Silva's four friends converged on the police station to report her missing. The police drove to defendant's home where he informed them that he last saw Silva at 1:00 a.m., did not know where she was, and that her cellphone and purse were still upstairs. Later, the police saw Silva's clothes hanging in the closet, dirty clothes in the corner of the room and an open purse with a cellphone on top, which they took.

Two days later, on October 9, 2005, defendant's father called the police to report him missing. That same day, the New Paltz, New York Police Department responded to a call at a motel, where they found defendant in an incoherent state. A backpack was recovered that contained suicide notes and a document entitled last will and testament. Defendant agreed to go to the hospital.

Three days later, Silva's body was found by an employee of a paper company who was sorting trash from recyclable papers at a plant in Philadelphia, Pennsylvania. The plant receives garbage from various pick-up locations in the region. The body was found in trash bags that also contained a yellow short-sleeve T-shirt with the words "Corona Extra Cancun" on it, yellow and blue bath towels, a Bostitch stapler and a green dowel. The State presented evidence that it takes approximately one hour and eighteen minutes to drive from defendant's house to the plant's pick-up location.

Dr.

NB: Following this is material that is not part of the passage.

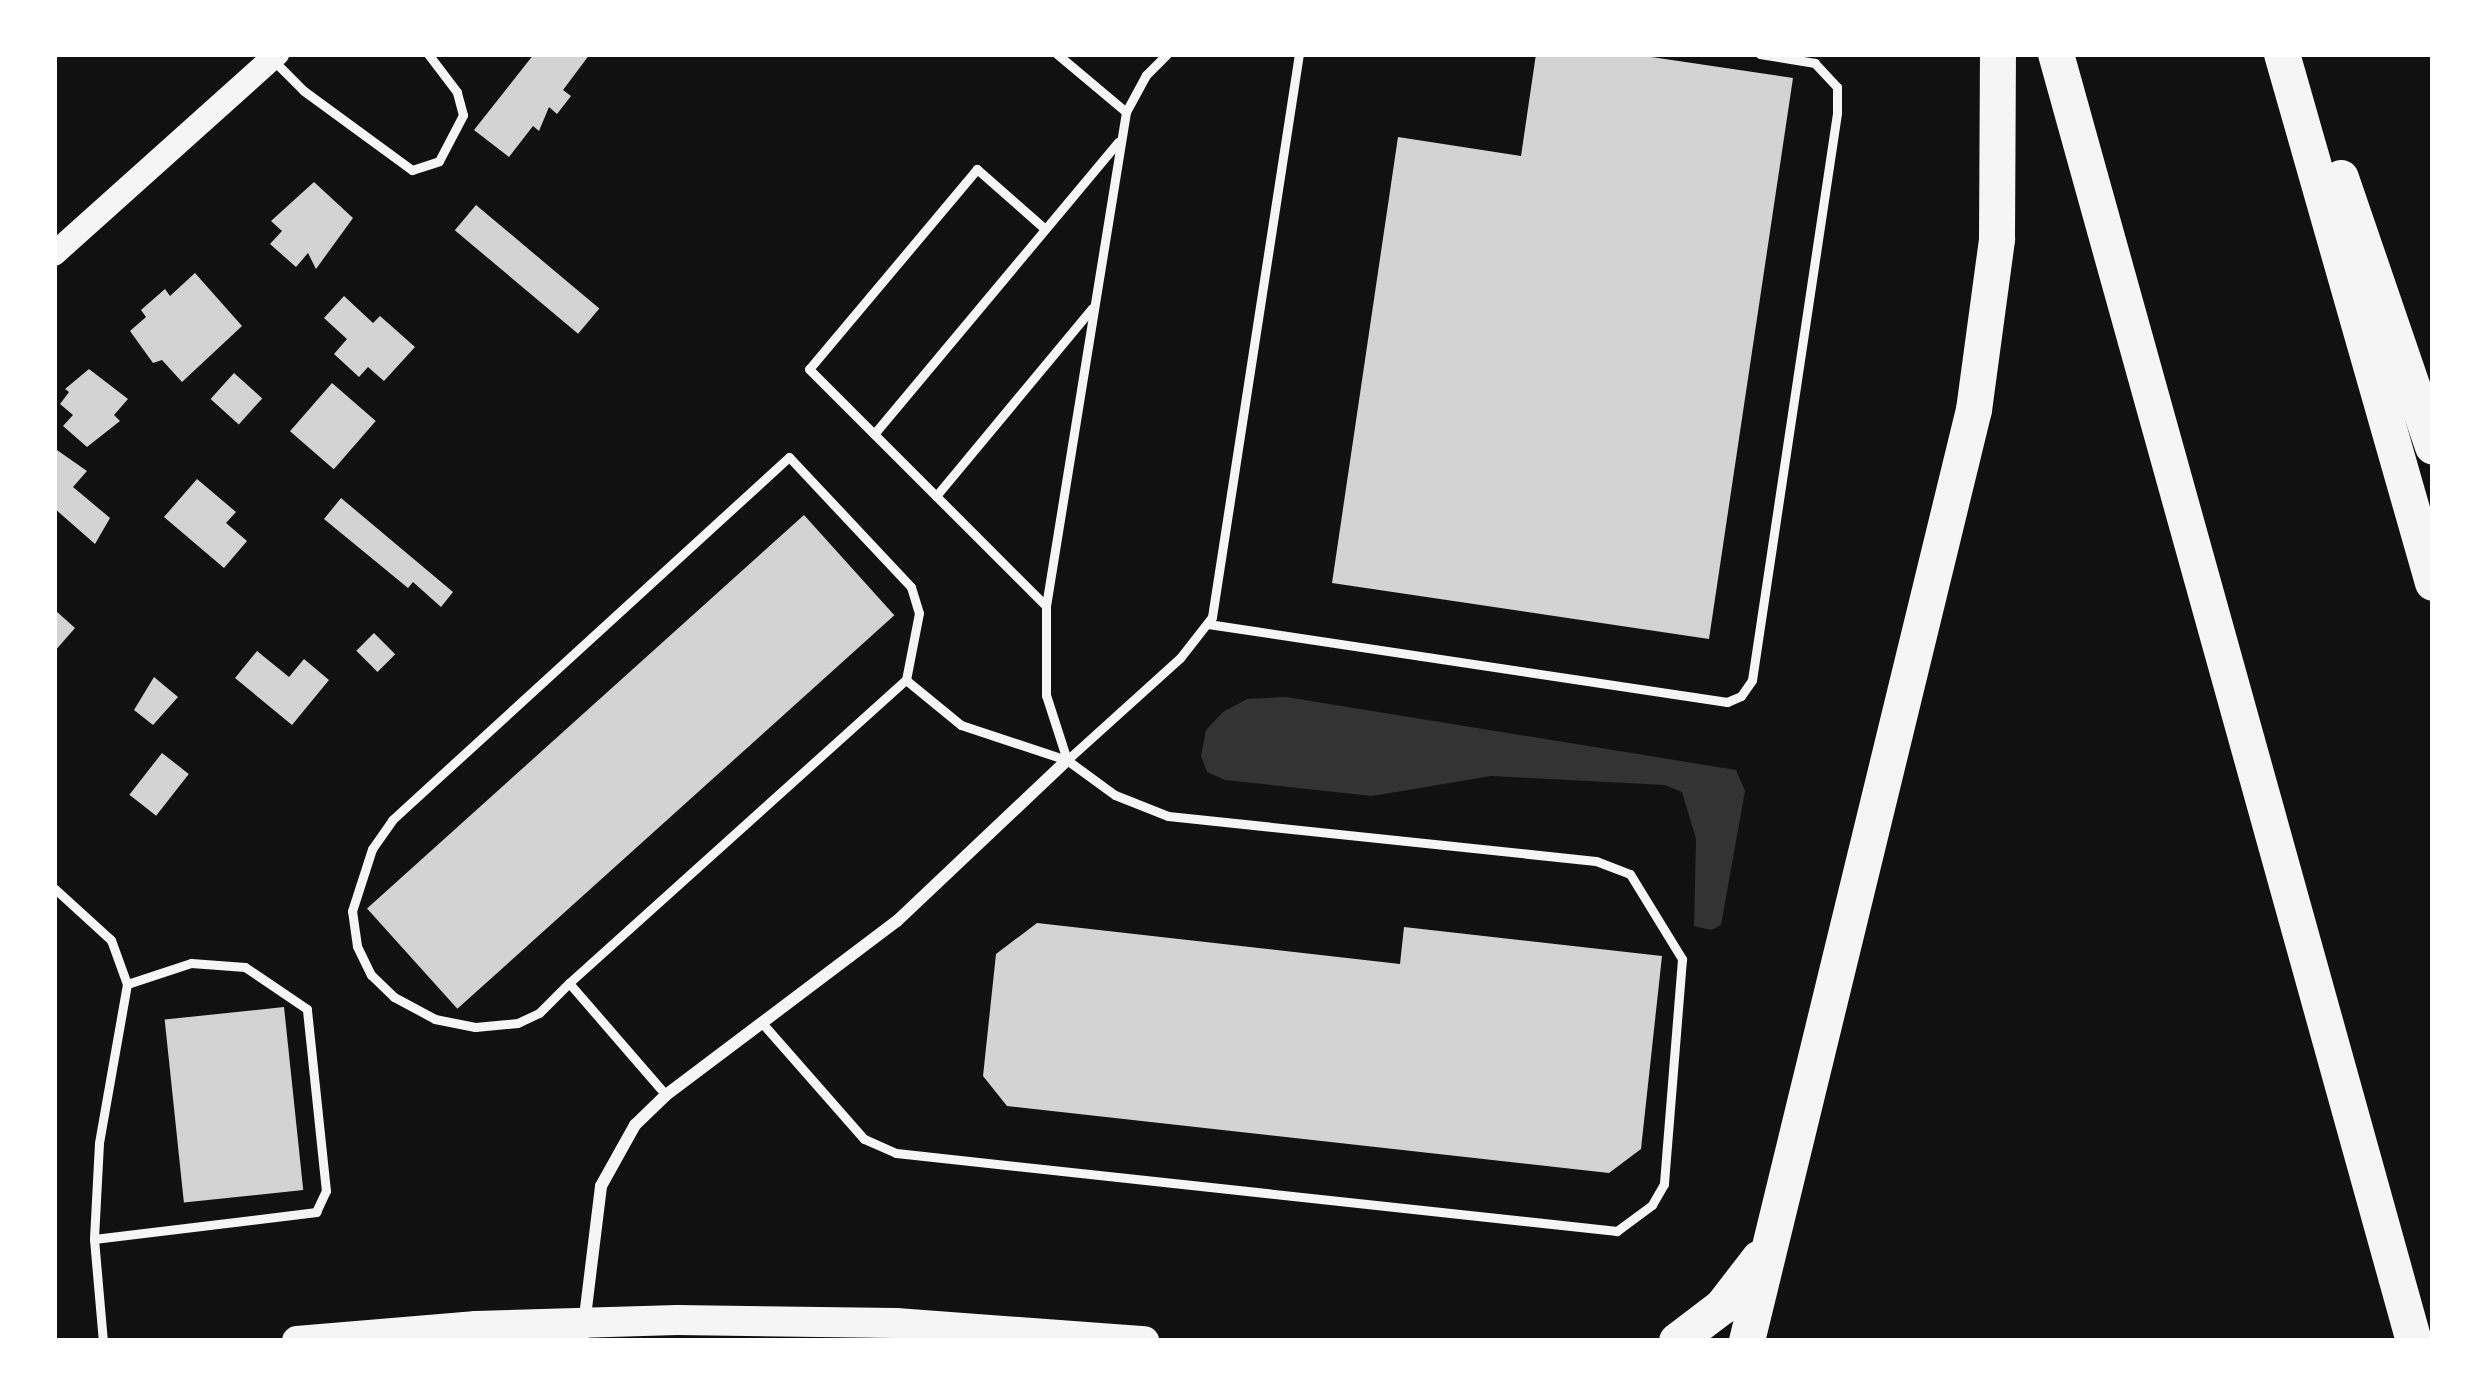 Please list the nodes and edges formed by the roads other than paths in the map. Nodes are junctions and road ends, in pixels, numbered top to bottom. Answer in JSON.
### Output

Edward Chmara performed the autopsy and determined that the cause of death was asphyxiation by manual strangulation. The body also had a fractured left collarbone, a blunt force injury below the right eye, and multiple bruises about the head, thorax and extremities. The body also had multiple defensive abrasions on the back of the hands and a two-inch laceration on the crown of the head, likely caused by being struck with a firm, hard item. Dr. Chmara believed the head would have bled profusely.

The Chief Medical Examiner of the State of Delaware testified on defendant's behalf and offered testimony consistent with Dr. Chmara about the cause of death. He believed there would have been blood found in the area where the head injury took place.

After the body was found, the FBI's Evidence Response Team searched defendant's home and the two cars. Several items were seized, including a blue-colored Bathroom Basics brand bath towel, which was similar in style, size and fiber content to the towel recovered with Silva's body. Photos on the hard drive of a computer in the home showed defendant wearing a yellow T-shirt that said "Corona Extra Cancun, " and a photo of construction work being done on the house showed a green handled tool and hammer like the Bostitch stapler. These three items resembled the ones found with the body and were not found in defendant's house. Police seized a tool belt with a sheath labeled Bostitch. The Bostitch stapler recovered with the body fit into the sheath.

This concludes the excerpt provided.